WHAT THE EXERCISE ASKS: The lines to copy are those holding the string "middle" in the entries below.

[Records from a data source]
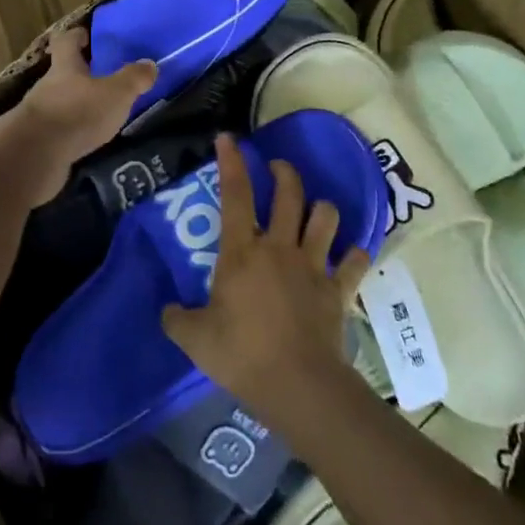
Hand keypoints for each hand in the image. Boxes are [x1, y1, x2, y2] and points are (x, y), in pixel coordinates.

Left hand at [12, 26, 156, 180]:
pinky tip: (85, 140)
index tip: (86, 35)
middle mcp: (47, 85)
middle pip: (62, 73)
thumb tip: (150, 63)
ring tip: (98, 114)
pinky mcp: (37, 141)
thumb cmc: (77, 113)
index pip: (66, 41)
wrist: (36, 155)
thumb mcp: (115, 94)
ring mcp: (39, 114)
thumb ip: (133, 79)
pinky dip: (70, 131)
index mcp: (65, 67)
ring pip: (59, 102)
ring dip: (75, 105)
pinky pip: (57, 130)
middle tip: (103, 78)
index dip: (76, 35)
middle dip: (80, 74)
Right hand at [162, 134, 370, 428]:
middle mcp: (279, 248)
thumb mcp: (195, 339)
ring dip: (321, 209)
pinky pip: (356, 262)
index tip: (228, 138)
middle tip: (278, 168)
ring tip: (316, 211)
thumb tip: (168, 310)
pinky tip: (353, 255)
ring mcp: (313, 266)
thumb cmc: (242, 355)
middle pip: (288, 193)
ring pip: (325, 218)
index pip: (234, 194)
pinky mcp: (338, 290)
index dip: (231, 162)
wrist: (298, 386)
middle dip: (284, 172)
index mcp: (242, 252)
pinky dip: (356, 255)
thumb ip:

RESPONSE TO THE EXERCISE:
middle mcp: (47, 85)
middle pip: (62, 73)
middle tip: (103, 78)
middle dip: (80, 74)
middle mcp: (279, 248)
middle tip: (278, 168)
middle pip: (288, 193)
middle dip: (284, 172)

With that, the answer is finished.